Romani (Gypsy) people
The Romani have often been an outcast ethnic group in Europe, but their music is loved all over the world and has infused itself into American jazz. Gypsy musicians play lively, plaintive fiddles and a kind of hammered dulcimer known as a cimbalom.
—Maxwell Street preservationist Steve Balkin, a Roosevelt University professor, has compiled more information on the Romani people: http://sites.roosevelt.edu/sbalkin/roma/
Mexicans fleeing the revolution in their country in 1910, came north to fill a labor shortage during World War I. They worked in steel mills, factories, and railroads. A poor but persistent contingent of Mexican farm workers settled in the Maxwell Street neighborhood in the 1920s, aided by St. Francis of Assisi Church and occasionally by Hull House. St Francis of Assisi Church, originally a German congregation, began a Spanish-speaking mass in 1925.

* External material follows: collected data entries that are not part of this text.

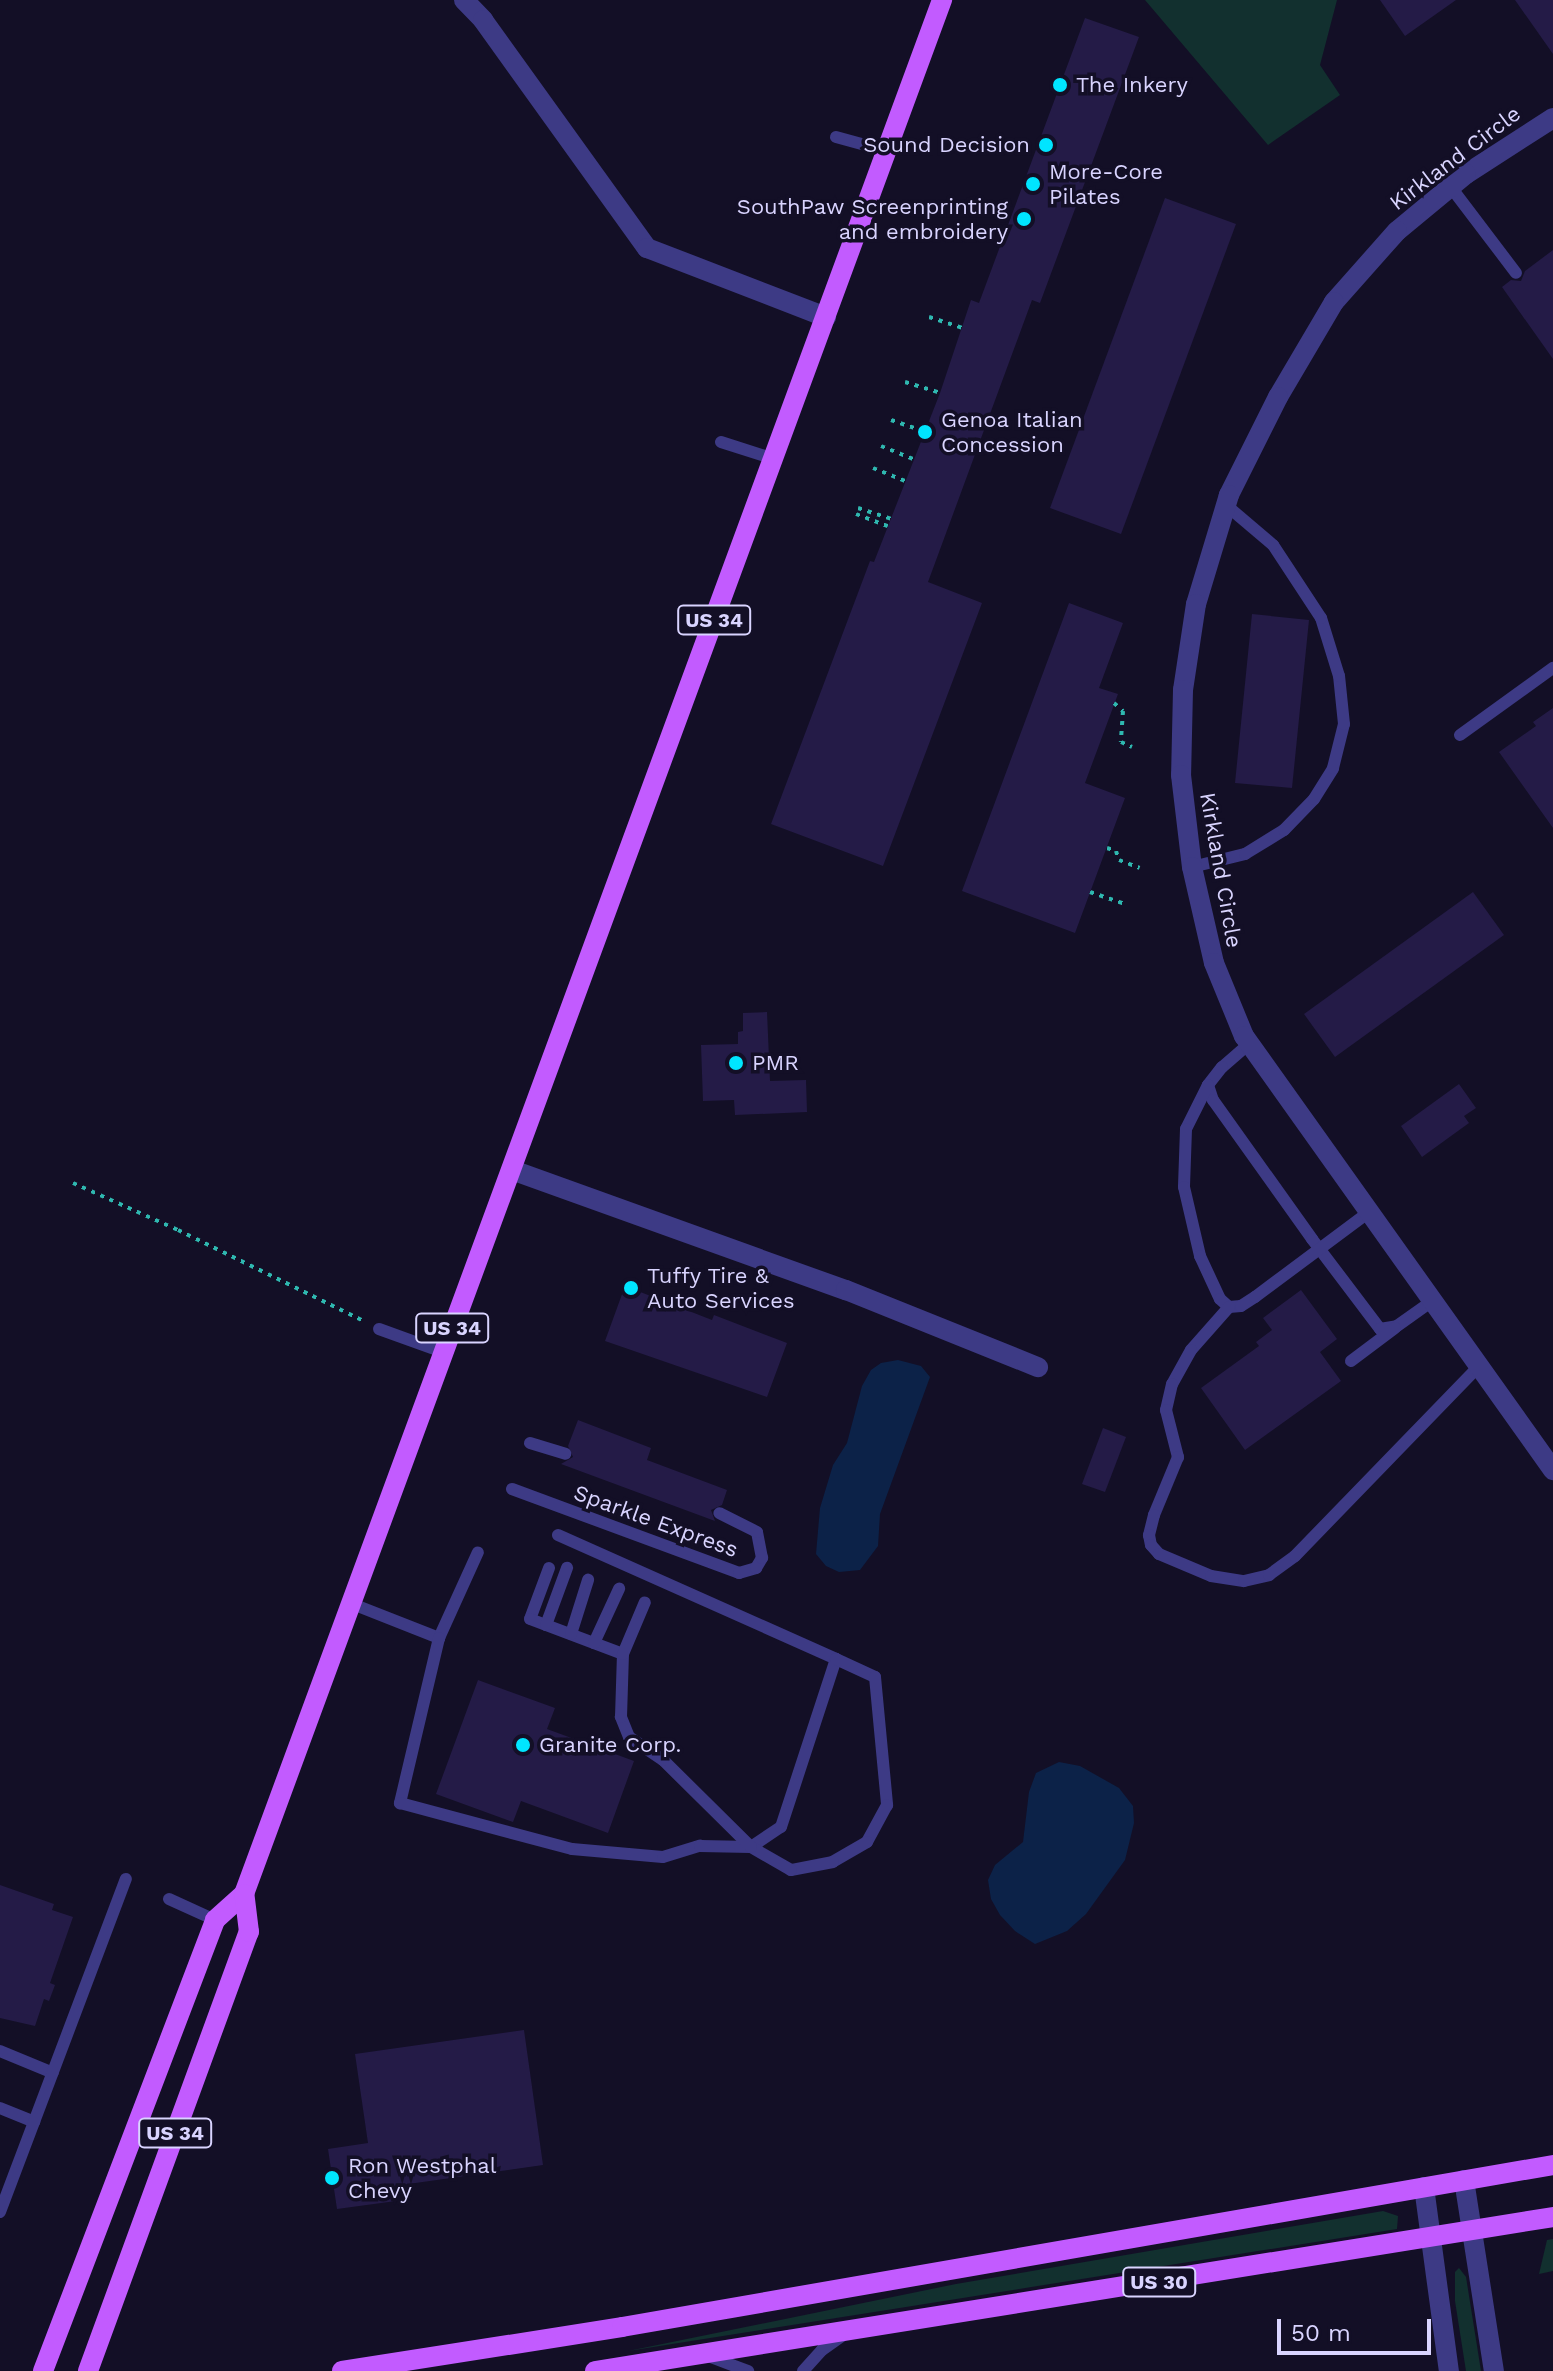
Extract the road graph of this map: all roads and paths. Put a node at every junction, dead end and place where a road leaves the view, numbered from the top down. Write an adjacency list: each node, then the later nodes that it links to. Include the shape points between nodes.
1 (464, 0): 8 (street, via 647,248)
2 (942, 0): 5 (main road, US 34)
3 (1553, 118): 6 (street, Kirkland Circle)
4 (836, 137): 5 (lane)
5 (887, 151): 8 (main road, US 34)
6 (1450, 186): 7 (lane); 21 (street, Kirkland Circle, via 1397,231 1334,302 1278,397)
7 (1516, 273)
8 (826, 317): 17 (main road, US 34)
9 (929, 317): 10 (path)
10 (962, 328)
11 (905, 382): 12 (path)
12 (940, 393)
13 (891, 420): 14 (path)
14 (925, 432)
15 (721, 442): 17 (lane)
16 (881, 446): 18 (path)
17 (774, 459): 35 (main road, US 34)
18 (914, 459)
19 (873, 468): 20 (path)
20 (906, 481)
21 (1226, 505): 29 (street, Kirkland Circle, via 1196,604 1183,690 1181,775); 29 (lane, via 1273,545 1321,618 1339,676 1344,724 1333,768 1314,799 1284,830 1245,854)
22 (891, 519): 23 (path, via 857,511)
23 (888, 526)
24 (1553, 668): 26 (lane)
25 (1114, 703): 27 (path, via 1123,711 1121,742)
26 (1460, 735)
27 (1132, 747)
28 (1107, 848): 30 (path, via 1116,851 1119,860)
29 (1192, 867): 33 (street, Kirkland Circle, via 1214,963)
30 (1140, 868)
31 (1090, 892): 32 (path)
32 (1127, 905)
33 (1250, 1043): 34 (lane); 37 (street, Kirkland Circle)
34 (1208, 1085): 38 (lane, via 1213,1100); 40 (lane, via 1186,1129 1184,1187 1200,1256)
35 (512, 1170): 43 (main road, US 34); 46 (street, via 846,1290)
36 (73, 1183): 42 (path)
37 (1369, 1212): 38 (lane); 39 (street, Kirkland Circle)
38 (1316, 1244): 40 (lane, via 1255,1297); 41 (lane, via 1380,1329)
39 (1432, 1301): 41 (lane); 45 (street, Kirkland Circle)
40 (1229, 1307): 45 (lane, via 1191,1350 1172,1384 1166,1410 1178,1457 1149,1535 1159,1554 1211,1576 1244,1581 1269,1575 1295,1556)
41 (1397, 1326): 44 (lane)
42 (379, 1329): 43 (lane)
43 (443, 1352): 59 (main road, US 34)
44 (1351, 1361)
45 (1479, 1366): 49 (street, Kirkland Circle)
46 (1038, 1367)
47 (530, 1443): 48 (lane, Sparkle Express)
48 (565, 1454)
49 (1553, 1470)
50 (512, 1489): 51 (lane, Sparkle Express, via 739,1573 756,1568 762,1558 757,1532)
51 (719, 1513)
52 (558, 1535): 65 (lane)
53 (478, 1552): 62 (lane)
54 (549, 1568): 60 (lane, via 530,1619)
55 (567, 1568): 60 (lane)
56 (588, 1580): 61 (lane)
57 (619, 1589): 63 (lane)
58 (645, 1602): 64 (lane)
59 (350, 1603): 62 (lane); 68 (main road, US 34)
60 (546, 1625): 61 (lane)
61 (571, 1634): 63 (lane)
62 (439, 1638): 66 (lane, via 400,1803 572,1849 663,1857 700,1846)
63 (594, 1643): 64 (lane)
64 (623, 1654): 66 (lane, via 621,1717 629,1737 663,1760)
65 (836, 1659): 66 (lane, via 781,1827); 66 (lane, via 875,1677 887,1805 867,1842 833,1862 791,1870)
66 (751, 1847)
67 (126, 1879): 72 (lane)
68 (244, 1894): 70 (main road, US 34); 85 (main road, US 34, via 249,1932)
69 (169, 1899): 70 (lane)
70 (215, 1920): 84 (main road, US 34)
71 (0, 2051): 72 (lane)
72 (53, 2073): 74 (lane)
73 (0, 2108): 74 (lane)
74 (34, 2122): 78 (lane)
75 (1553, 2165): 76 (main road, US 30)
76 (1464, 2180): 77 (main road, US 30); 80 (street)
77 (1424, 2187): 81 (street); 86 (main road, US 30)
78 (0, 2212)
79 (1553, 2217): 80 (main road, US 30)
80 (1472, 2231): 81 (main road, US 30); 91 (street)
81 (1432, 2239): 82 (main road, US 30); 90 (street)
82 (853, 2329): 83 (main road, US 30); 89 (lane)
83 (701, 2354): 87 (main road, US 30); 88 (lane)
84 (43, 2371)
85 (88, 2371)
86 (342, 2371)
87 (595, 2371)
88 (748, 2371)
89 (803, 2371)
90 (1449, 2371)
91 (1494, 2371)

Many Latinos settled on the Near West Side but were uprooted in the 1950s and early 1960s by urban renewal and the building of the University of Illinois at Chicago (UIC). By 1994, when the city moved the market to Canal Street, Latinos made up almost half the vendors. That’s the year the Chicago archdiocese began trying to close St. Francis of Assisi Church. For two years, parishioners petitioned church leaders who turned a deaf ear. Finally they occupied their church in the dead of winter, 1996. Cardinal Bernardin, suffering from his last illness, heard their pleas and kept the church open.
See Hilda Portillo’s first-person account in Carolyn Eastwood’s Near West Side Stories: http://www.amazon.com/Near-West-Side-Stories-Neighborhood/dp/1893121097
The church’s current website offers fascinating bits of its history but fails to mention the 1996 occupation which saved the building and kept the congregation in place: http://www.stfrancisofassisiivechicago.org/brief-history.html
Take a look at the tempting Latino foods offered at the city’s outdoor market after it was operated on Canal Street (1994-2007). On website of barbecue aficionado “Smokey Pitts.”

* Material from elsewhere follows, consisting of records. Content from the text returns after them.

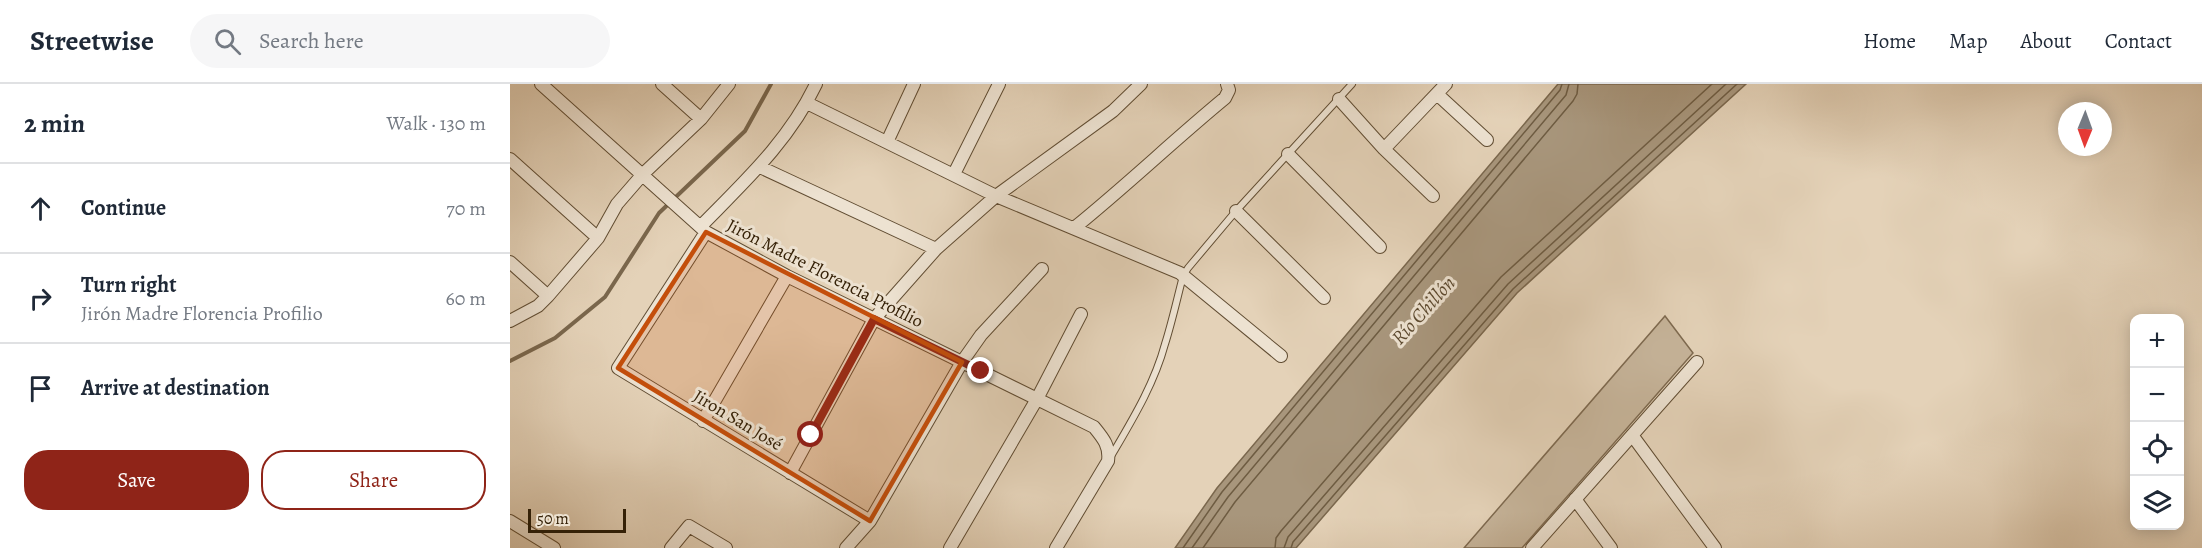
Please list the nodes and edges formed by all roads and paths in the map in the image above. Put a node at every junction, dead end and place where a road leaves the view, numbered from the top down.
1 (542, 84) edge
2 (662, 84) edge
3 (729, 84) edge
4 (816, 84) edge
5 (914, 84) edge
6 (999, 84) edge
7 (1141, 84) edge
8 (1227, 84) edge
9 (1352, 84) edge
10 (1446, 84) edge
11 (1437, 94) junction
12 (1339, 99) junction
13 (807, 103) junction
14 (701, 119) junction
15 (1487, 140) dead end
16 (887, 142) junction
17 (1384, 149) junction
18 (1288, 154) junction
19 (510, 159) edge
20 (760, 166) junction
21 (643, 174) junction
22 (954, 174) junction
23 (996, 196) junction
24 (1433, 196) dead end
25 (1236, 211) junction
26 (1074, 228) junction
27 (703, 229) junction
28 (598, 237) junction
29 (1380, 247) dead end
30 (936, 249) junction
31 (510, 262) edge
32 (1042, 269) dead end
33 (787, 276) junction
34 (1184, 276) junction
35 (548, 296) junction
36 (1324, 298) dead end
37 (1081, 314) dead end
38 (874, 319) junction
39 (510, 321) edge
40 (1281, 356) dead end
41 (962, 362) junction
42 (1697, 362) dead end
43 (1037, 399) junction
44 (703, 420) junction
45 (1632, 435) junction
46 (1108, 461) junction
47 (790, 473) junction
48 (1575, 499) junction
49 (510, 521) edge
50 (870, 521) junction
51 (554, 548) edge
52 (671, 548) edge
53 (726, 548) edge
54 (846, 548) edge
55 (950, 548) edge
56 (1056, 548) edge
57 (1532, 548) edge
58 (1611, 548) edge
59 (1715, 548) edge

1 - 21 street, Jirón Madre Florencia Profilio
2 - 14 street
3 - 14 street
4 - 13 street
5 - 16 street
6 - 22 street
7 - 23 street
8 - 26 street
9 - 12 lane
10 - 11 street
11 - 15 street
11 - 17 street
12 - 17 street
12 - 18 lane
13 - 16 street
13 - 20 street
14 - 21 street
16 - 22 street
17 - 24 street
18 - 25 lane
18 - 29 street
19 - 28 street
20 - 27 street
20 - 30 street
21 - 27 street, Jirón Madre Florencia Profilio
21 - 28 street
22 - 23 street
23 - 26 street
23 - 30 street
25 - 34 lane
25 - 36 street
26 - 34 street
27 - 33 street, Jirón Madre Florencia Profilio
27 - 44 street, Jiron San José
28 - 35 street
30 - 38 street
31 - 35 street
32 - 41 street
33 - 38 street, Jirón Madre Florencia Profilio
33 - 44 street
34 - 40 street
34 - 46 lane
35 - 39 street
37 - 43 street
38 - 41 street, Jirón Madre Florencia Profilio
38 - 47 street
41 - 43 street, Jirón Madre Florencia Profilio
41 - 50 street
42 - 45 street
43 - 46 street, Jirón Madre Florencia Profilio
43 - 55 street
44 - 47 street, Jiron San José
45 - 48 street
45 - 59 street
46 - 56 street
47 - 50 street, Jiron San José
48 - 57 street
48 - 58 street
49 - 51 street
50 - 54 street
52 - 53 street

By the 1960s, Koreans had set up shops on Maxwell Street, often hiring people of their own nationality.
Maxwell Street was just a few blocks west of the Illinois Central rail terminal, which brought thousands of African Americans from the South in the Great Migration between the years 1916-1970. Work was available in many steel mills, stores and factories. At the Maxwell Street Market, the new arrivals could get a foothold in the big city, selling goods and produce and buying inexpensive furnishings to set up their apartments.

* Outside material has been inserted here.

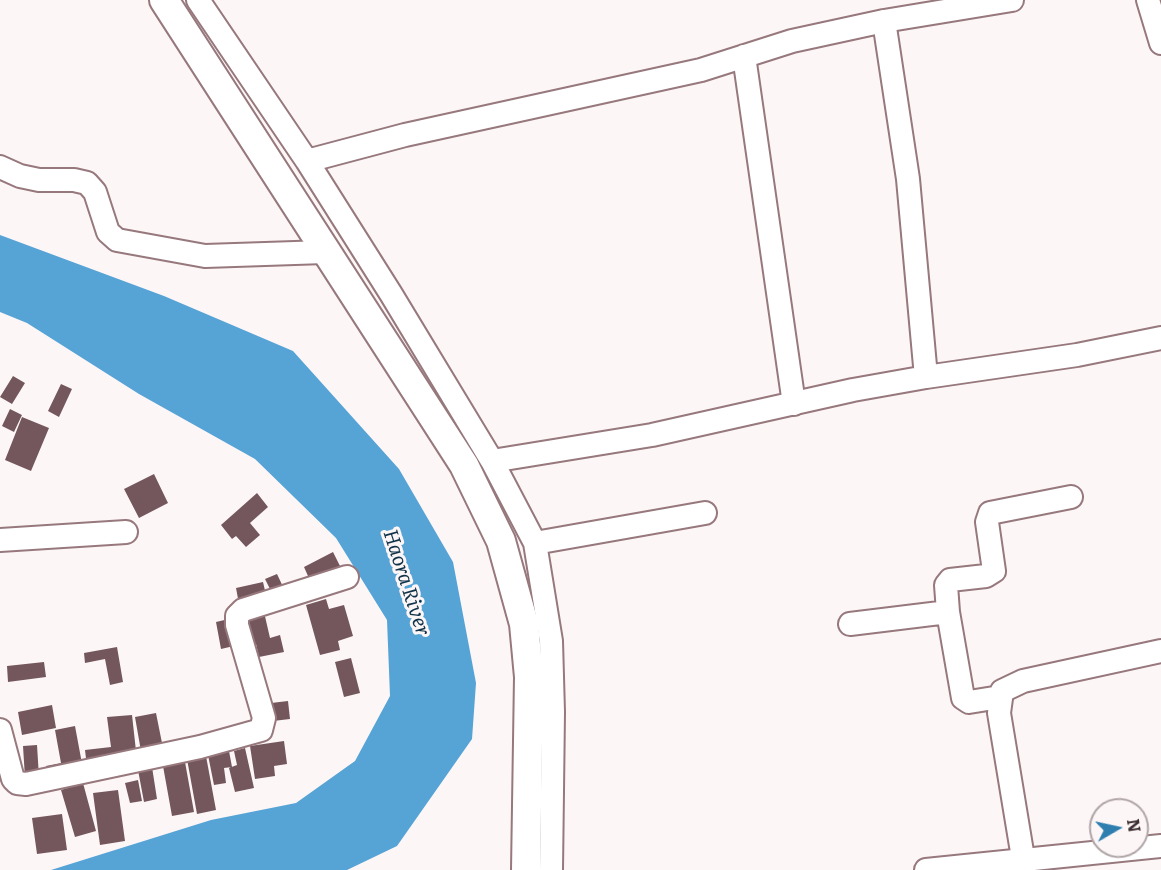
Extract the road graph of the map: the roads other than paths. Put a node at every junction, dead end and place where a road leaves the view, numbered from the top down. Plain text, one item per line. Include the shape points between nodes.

In the late 1940s, Stanford Park, which had opened in 1920 at 14th Place and Union Street, had become an African American institution in the community. The park served over 500,000 people a year with an afterschool center, sports teams, a shower house, a library, dances and concerts. The park was demolished for the Dan Ryan expressway in the 1950s.
Even after leaving the South for the Windy City, people still wanted to hear music from down home, so blues and gospel musicians set up on the street corners and played for tips. Musicians amplified their instruments to keep up with the street noise; thus electrified Chicago Blues was born, right on Maxwell Street.
See our Music page.
By the 1960s, African Americans made up about 1/3 of the vendors on Maxwell Street, and some operated stores. Nate Duncan took over Lyon’s Deli, after buying the business in 1973 from the owners for whom he had worked. The first Blues Brothers movie replicated the interior of Nate’s Deli for the scene where Aretha Franklin dances and sings “Think.” Nate’s Deli closed in 1994 when the city began pressuring owners to sell out to the University of Illinois at Chicago, and his building was demolished quickly thereafter in 1995. Nate’s full story in Carolyn Eastwood’s Near West Side Stories.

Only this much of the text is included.